Pragmatists will approve of ‘skullscrapers’, and probably city planners too. In Norway, the post-war practice of interring bodies wrapped in plastic – more hygienic, ran the delusion - has meant that corpses are not decaying in any great rush, leading to oversubscribed graveyards. McSherry points out that giving more land to the departed means less for the living. You can’t quibble with that. In Britain, local authorities warned earlier this year that burial space could run out within two decades. So picture it: a new behemoth on the London skyline, erected right in the middle of the city to remind hedge-fund managers that, at some point, they too must die. “Look on my works, ye Mighty, and despair!” - Ozymandias would be delighted.
Rarely do we acknowledge the extent to which mortality has been elbowed to the margins of contemporary life. In his pivotal 1981 study ‘The Hour of Our Death’ Philippe Aries wrote that – such was Western discomfort with the funereal – people were dying in ever more solitary fashion. Death was becoming “invisible”, he said - long before immortal vampires permanently installed themselves in our culture, and botox took years off our foreheads. Somewhere wrapped up in his theory lies our blindness to the aged as well.
Why then object to something that would turn death into an unmissable landmark? Because, I feel, the poetry of it isn’t quite right. There is nothing elegiac about a skyscraper: they’re ambitious, lean, and busy. Many of us spend an entire life hustling from high rise to high rise; without wanting to sound too much like Alain de Botton, a change of scene is surely one of the more appealing aspects of crossing over. (It’s apt that the memorial at Ground Zero is a pool, not a tower).

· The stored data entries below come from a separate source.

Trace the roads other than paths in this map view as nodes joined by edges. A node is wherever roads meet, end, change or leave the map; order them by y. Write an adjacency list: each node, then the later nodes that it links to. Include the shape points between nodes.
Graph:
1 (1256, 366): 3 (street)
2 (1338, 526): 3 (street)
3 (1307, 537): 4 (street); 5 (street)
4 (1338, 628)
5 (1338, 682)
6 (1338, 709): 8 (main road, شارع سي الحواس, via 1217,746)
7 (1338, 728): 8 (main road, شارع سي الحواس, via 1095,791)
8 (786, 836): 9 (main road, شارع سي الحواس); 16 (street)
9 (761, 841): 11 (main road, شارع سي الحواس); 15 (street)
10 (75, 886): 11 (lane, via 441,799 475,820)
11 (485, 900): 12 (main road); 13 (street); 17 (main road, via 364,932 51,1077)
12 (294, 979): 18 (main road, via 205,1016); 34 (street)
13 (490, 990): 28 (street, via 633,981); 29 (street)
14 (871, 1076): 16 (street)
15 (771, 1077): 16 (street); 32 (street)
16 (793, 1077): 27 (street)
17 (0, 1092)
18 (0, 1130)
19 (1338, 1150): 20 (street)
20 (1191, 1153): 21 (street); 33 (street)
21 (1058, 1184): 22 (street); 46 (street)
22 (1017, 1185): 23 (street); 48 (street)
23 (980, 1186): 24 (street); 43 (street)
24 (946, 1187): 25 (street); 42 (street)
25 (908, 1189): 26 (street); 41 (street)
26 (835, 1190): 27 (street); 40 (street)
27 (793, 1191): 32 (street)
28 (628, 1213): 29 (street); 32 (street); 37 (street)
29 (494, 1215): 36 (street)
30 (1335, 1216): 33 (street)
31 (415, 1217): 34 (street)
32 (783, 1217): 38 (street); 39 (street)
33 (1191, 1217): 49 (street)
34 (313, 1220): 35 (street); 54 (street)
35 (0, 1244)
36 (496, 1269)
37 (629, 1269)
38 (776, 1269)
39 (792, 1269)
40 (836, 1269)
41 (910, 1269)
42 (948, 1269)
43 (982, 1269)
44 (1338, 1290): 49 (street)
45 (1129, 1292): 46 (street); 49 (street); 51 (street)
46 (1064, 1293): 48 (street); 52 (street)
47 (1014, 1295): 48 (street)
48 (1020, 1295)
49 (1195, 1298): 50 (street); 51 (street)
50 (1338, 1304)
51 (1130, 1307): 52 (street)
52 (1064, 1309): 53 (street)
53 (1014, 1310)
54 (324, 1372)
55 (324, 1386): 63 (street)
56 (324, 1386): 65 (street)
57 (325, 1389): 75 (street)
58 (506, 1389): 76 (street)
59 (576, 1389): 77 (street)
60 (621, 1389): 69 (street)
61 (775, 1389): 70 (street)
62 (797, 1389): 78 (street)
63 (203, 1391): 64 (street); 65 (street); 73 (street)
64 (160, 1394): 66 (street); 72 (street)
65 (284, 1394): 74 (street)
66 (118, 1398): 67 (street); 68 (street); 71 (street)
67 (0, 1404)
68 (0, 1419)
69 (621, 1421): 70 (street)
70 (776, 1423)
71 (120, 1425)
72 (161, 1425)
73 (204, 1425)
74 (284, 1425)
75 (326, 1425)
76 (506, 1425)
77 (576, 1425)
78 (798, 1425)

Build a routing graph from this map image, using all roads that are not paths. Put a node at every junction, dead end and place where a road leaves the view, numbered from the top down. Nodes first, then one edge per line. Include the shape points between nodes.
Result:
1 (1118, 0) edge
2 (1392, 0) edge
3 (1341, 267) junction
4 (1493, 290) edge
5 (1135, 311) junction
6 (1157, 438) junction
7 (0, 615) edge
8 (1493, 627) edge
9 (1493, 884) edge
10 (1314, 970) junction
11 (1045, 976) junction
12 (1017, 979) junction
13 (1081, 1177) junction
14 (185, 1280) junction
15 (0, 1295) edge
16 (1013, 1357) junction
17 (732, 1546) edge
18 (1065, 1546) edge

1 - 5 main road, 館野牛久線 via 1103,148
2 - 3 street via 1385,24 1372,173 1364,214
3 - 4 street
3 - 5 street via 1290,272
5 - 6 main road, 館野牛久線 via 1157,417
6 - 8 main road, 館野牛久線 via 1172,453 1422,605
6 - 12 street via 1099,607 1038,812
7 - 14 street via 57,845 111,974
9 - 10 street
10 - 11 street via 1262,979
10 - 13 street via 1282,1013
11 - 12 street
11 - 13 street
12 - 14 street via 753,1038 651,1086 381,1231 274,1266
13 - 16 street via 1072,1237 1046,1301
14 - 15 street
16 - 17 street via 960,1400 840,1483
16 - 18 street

Perhaps the greatest elegist of modern times, Seamus Heaney, died this year. He recalls the death of his mother as a spatial process in ‘Clearances’ – how “we all knew one thing by being there. The space we stood around had been emptied / Into us to keep, it penetrated / Clearances that suddenly stood open.” In a way, death is a bit like poetry: everyone knows that it is there, but few people have time to look. Forcing people to read Heaney and co. is no way to make them enjoy it, just as forcing people to consider a skullscraper is not going to cure us of the quest to live forever.